Items listed in a dataset:

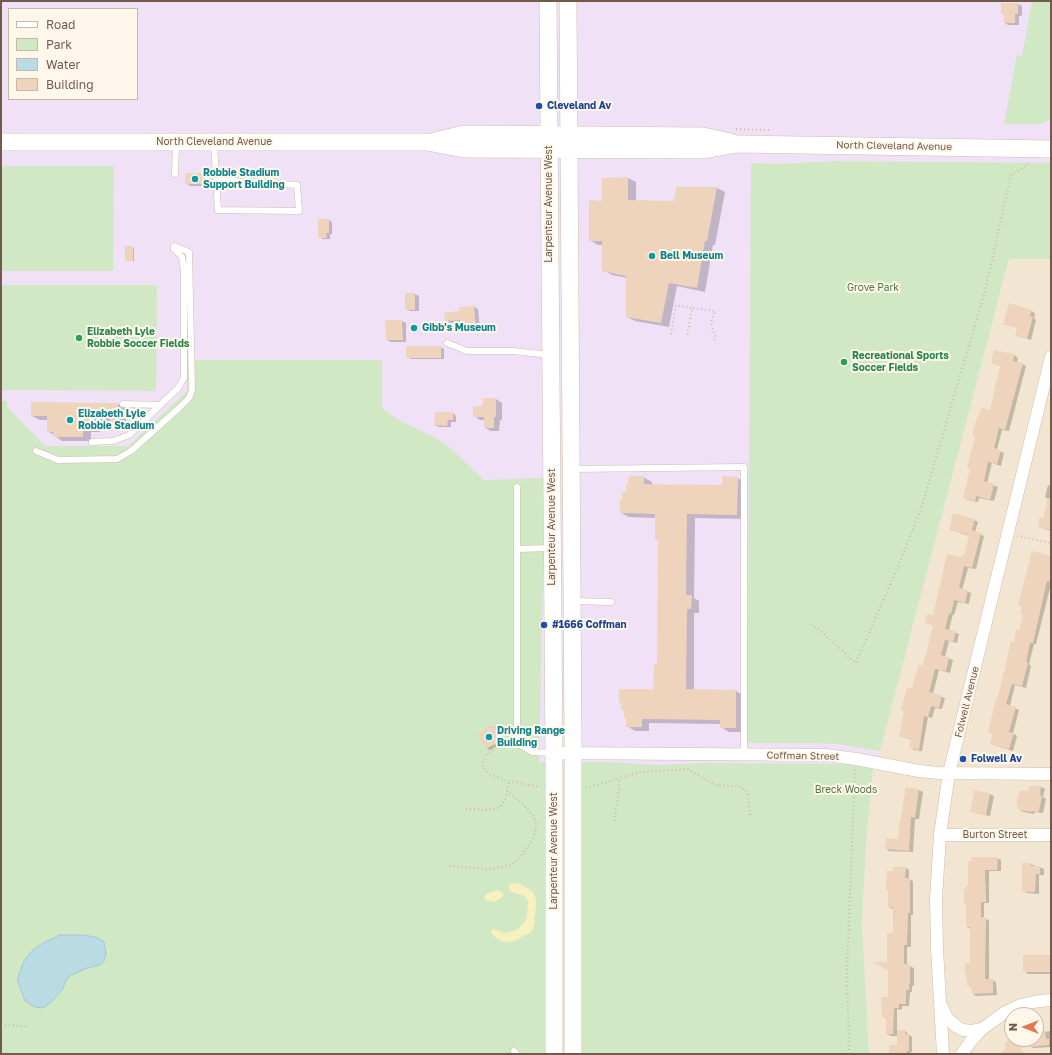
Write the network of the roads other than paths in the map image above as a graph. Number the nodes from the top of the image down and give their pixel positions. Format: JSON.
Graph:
{"nodes":[{"id":1,"x":548,"y":1,"type":"edge"},
{"id":2,"x":568,"y":1,"type":"edge"},
{"id":3,"x":1,"y":142,"type":"edge"},
{"id":4,"x":176,"y":142,"type":"junction"},
{"id":5,"x":214,"y":142,"type":"junction"},
{"id":6,"x":549,"y":142,"type":"junction"},
{"id":7,"x":569,"y":142,"type":"junction"},
{"id":8,"x":1051,"y":149,"type":"edge"},
{"id":9,"x":175,"y":174,"type":"dead end"},
{"id":10,"x":217,"y":180,"type":"junction"},
{"id":11,"x":447,"y":343,"type":"dead end"},
{"id":12,"x":1051,"y":357,"type":"edge"},
{"id":13,"x":550,"y":362,"type":"junction"},
{"id":14,"x":571,"y":368,"type":"junction"},
{"id":15,"x":123,"y":404,"type":"dead end"},
{"id":16,"x":161,"y":404,"type":"junction"},
{"id":17,"x":92,"y":442,"type":"dead end"},
{"id":18,"x":36,"y":451,"type":"dead end"},
{"id":19,"x":571,"y":469,"type":"junction"},
{"id":20,"x":517,"y":487,"type":"dead end"},
{"id":21,"x":552,"y":548,"type":"junction"},
{"id":22,"x":517,"y":549,"type":"junction"},
{"id":23,"x":572,"y":601,"type":"junction"},
{"id":24,"x":611,"y":602,"type":"dead end"},
{"id":25,"x":554,"y":753,"type":"junction"},
{"id":26,"x":573,"y":753,"type":"junction"},
{"id":27,"x":744,"y":755,"type":"junction"},
{"id":28,"x":949,"y":773,"type":"junction"},
{"id":29,"x":1051,"y":774,"type":"edge"},
{"id":30,"x":940,"y":835,"type":"junction"},
{"id":31,"x":1051,"y":835,"type":"edge"},
{"id":32,"x":940,"y":999,"type":"junction"},
{"id":33,"x":1051,"y":1000,"type":"edge"},
{"id":34,"x":982,"y":1029,"type":"junction"},
{"id":35,"x":554,"y":1054,"type":"edge"},
{"id":36,"x":574,"y":1054,"type":"edge"},
{"id":37,"x":943,"y":1054,"type":"edge"},
{"id":38,"x":962,"y":1054,"type":"edge"}],
"edges":[{"from":1,"to":6,"type":"main road","name":"Larpenteur Avenue West"},
{"from":2,"to":7,"type":"main road","name":"Larpenteur Avenue West"},
{"from":3,"to":4,"type":"main road","name":"North Cleveland Avenue"},
{"from":4,"to":5,"type":"main road","name":"North Cleveland Avenue"},
{"from":4,"to":9,"type":"lane"},
{"from":5,"to":6,"type":"main road","name":"North Cleveland Avenue"},
{"from":5,"to":10,"type":"lane"},
{"from":6,"to":7,"type":"main road","name":"North Cleveland Avenue"},
{"from":6,"to":13,"type":"main road","name":"Larpenteur Avenue West"},
{"from":7,"to":8,"type":"main road","name":"North Cleveland Avenue"},
{"from":7,"to":14,"type":"main road","name":"Larpenteur Avenue West"},
{"from":10,"to":10,"type":"lane"},
{"from":11,"to":13,"type":"lane"},
{"from":12,"to":28,"type":"street","name":"Folwell Avenue"},
{"from":13,"to":14,"type":"main road"},
{"from":13,"to":21,"type":"main road","name":"Larpenteur Avenue West"},
{"from":14,"to":19,"type":"main road","name":"Larpenteur Avenue West"},
{"from":15,"to":16,"type":"lane"},
{"from":16,"to":17,"type":"lane"},
{"from":16,"to":18,"type":"lane"},
{"from":19,"to":23,"type":"main road","name":"Larpenteur Avenue West"},
{"from":19,"to":27,"type":"lane"},
{"from":20,"to":22,"type":"lane"},
{"from":21,"to":22,"type":"lane"},
{"from":21,"to":25,"type":"main road","name":"Larpenteur Avenue West"},
{"from":22,"to":25,"type":"lane"},
{"from":23,"to":24,"type":"lane"},
{"from":23,"to":26,"type":"main road","name":"Larpenteur Avenue West"},
{"from":25,"to":26,"type":"street","name":"Coffman Street"},
{"from":25,"to":35,"type":"main road","name":"Larpenteur Avenue West"},
{"from":26,"to":27,"type":"street","name":"Coffman Street"},
{"from":26,"to":36,"type":"main road","name":"Larpenteur Avenue West"},
{"from":27,"to":28,"type":"street","name":"Coffman Street"},
{"from":28,"to":29,"type":"street","name":"Coffman Street"},
{"from":28,"to":30,"type":"street","name":"Folwell Avenue"},
{"from":30,"to":31,"type":"street","name":"Burton Street"},
{"from":30,"to":32,"type":"street","name":"Folwell Avenue"},
{"from":32,"to":34,"type":"street"},
{"from":32,"to":37,"type":"street","name":"Folwell Avenue"},
{"from":33,"to":34,"type":"street"},
{"from":34,"to":38,"type":"street"}]}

What to work on: Give back an exact reproduction of the entries, with all pictures excluded.

Exercise answer:
Write the network of the roads other than paths in the map image above as a graph. Number the nodes from the top of the image down and give their pixel positions. Format: JSON.
Graph:
{"nodes":[{"id":1,"x":548,"y":1,"type":"edge"},
{"id":2,"x":568,"y":1,"type":"edge"},
{"id":3,"x":1,"y":142,"type":"edge"},
{"id":4,"x":176,"y":142,"type":"junction"},
{"id":5,"x":214,"y":142,"type":"junction"},
{"id":6,"x":549,"y":142,"type":"junction"},
{"id":7,"x":569,"y":142,"type":"junction"},
{"id":8,"x":1051,"y":149,"type":"edge"},
{"id":9,"x":175,"y":174,"type":"dead end"},
{"id":10,"x":217,"y":180,"type":"junction"},
{"id":11,"x":447,"y":343,"type":"dead end"},
{"id":12,"x":1051,"y":357,"type":"edge"},
{"id":13,"x":550,"y":362,"type":"junction"},
{"id":14,"x":571,"y":368,"type":"junction"},
{"id":15,"x":123,"y":404,"type":"dead end"},
{"id":16,"x":161,"y":404,"type":"junction"},
{"id":17,"x":92,"y":442,"type":"dead end"},
{"id":18,"x":36,"y":451,"type":"dead end"},
{"id":19,"x":571,"y":469,"type":"junction"},
{"id":20,"x":517,"y":487,"type":"dead end"},
{"id":21,"x":552,"y":548,"type":"junction"},
{"id":22,"x":517,"y":549,"type":"junction"},
{"id":23,"x":572,"y":601,"type":"junction"},
{"id":24,"x":611,"y":602,"type":"dead end"},
{"id":25,"x":554,"y":753,"type":"junction"},
{"id":26,"x":573,"y":753,"type":"junction"},
{"id":27,"x":744,"y":755,"type":"junction"},
{"id":28,"x":949,"y":773,"type":"junction"},
{"id":29,"x":1051,"y":774,"type":"edge"},
{"id":30,"x":940,"y":835,"type":"junction"},
{"id":31,"x":1051,"y":835,"type":"edge"},
{"id":32,"x":940,"y":999,"type":"junction"},
{"id":33,"x":1051,"y":1000,"type":"edge"},
{"id":34,"x":982,"y":1029,"type":"junction"},
{"id":35,"x":554,"y":1054,"type":"edge"},
{"id":36,"x":574,"y":1054,"type":"edge"},
{"id":37,"x":943,"y":1054,"type":"edge"},
{"id":38,"x":962,"y":1054,"type":"edge"}],
"edges":[{"from":1,"to":6,"type":"main road","name":"Larpenteur Avenue West"},
{"from":2,"to":7,"type":"main road","name":"Larpenteur Avenue West"},
{"from":3,"to":4,"type":"main road","name":"North Cleveland Avenue"},
{"from":4,"to":5,"type":"main road","name":"North Cleveland Avenue"},
{"from":4,"to":9,"type":"lane"},
{"from":5,"to":6,"type":"main road","name":"North Cleveland Avenue"},
{"from":5,"to":10,"type":"lane"},
{"from":6,"to":7,"type":"main road","name":"North Cleveland Avenue"},
{"from":6,"to":13,"type":"main road","name":"Larpenteur Avenue West"},
{"from":7,"to":8,"type":"main road","name":"North Cleveland Avenue"},
{"from":7,"to":14,"type":"main road","name":"Larpenteur Avenue West"},
{"from":10,"to":10,"type":"lane"},
{"from":11,"to":13,"type":"lane"},
{"from":12,"to":28,"type":"street","name":"Folwell Avenue"},
{"from":13,"to":14,"type":"main road"},
{"from":13,"to":21,"type":"main road","name":"Larpenteur Avenue West"},
{"from":14,"to":19,"type":"main road","name":"Larpenteur Avenue West"},
{"from":15,"to":16,"type":"lane"},
{"from":16,"to":17,"type":"lane"},
{"from":16,"to":18,"type":"lane"},
{"from":19,"to":23,"type":"main road","name":"Larpenteur Avenue West"},
{"from":19,"to":27,"type":"lane"},
{"from":20,"to":22,"type":"lane"},
{"from":21,"to":22,"type":"lane"},
{"from":21,"to":25,"type":"main road","name":"Larpenteur Avenue West"},
{"from":22,"to":25,"type":"lane"},
{"from":23,"to":24,"type":"lane"},
{"from":23,"to":26,"type":"main road","name":"Larpenteur Avenue West"},
{"from":25,"to":26,"type":"street","name":"Coffman Street"},
{"from":25,"to":35,"type":"main road","name":"Larpenteur Avenue West"},
{"from":26,"to":27,"type":"street","name":"Coffman Street"},
{"from":26,"to":36,"type":"main road","name":"Larpenteur Avenue West"},
{"from":27,"to":28,"type":"street","name":"Coffman Street"},
{"from":28,"to":29,"type":"street","name":"Coffman Street"},
{"from":28,"to":30,"type":"street","name":"Folwell Avenue"},
{"from":30,"to":31,"type":"street","name":"Burton Street"},
{"from":30,"to":32,"type":"street","name":"Folwell Avenue"},
{"from":32,"to":34,"type":"street"},
{"from":32,"to":37,"type":"street","name":"Folwell Avenue"},
{"from":33,"to":34,"type":"street"},
{"from":34,"to":38,"type":"street"}]}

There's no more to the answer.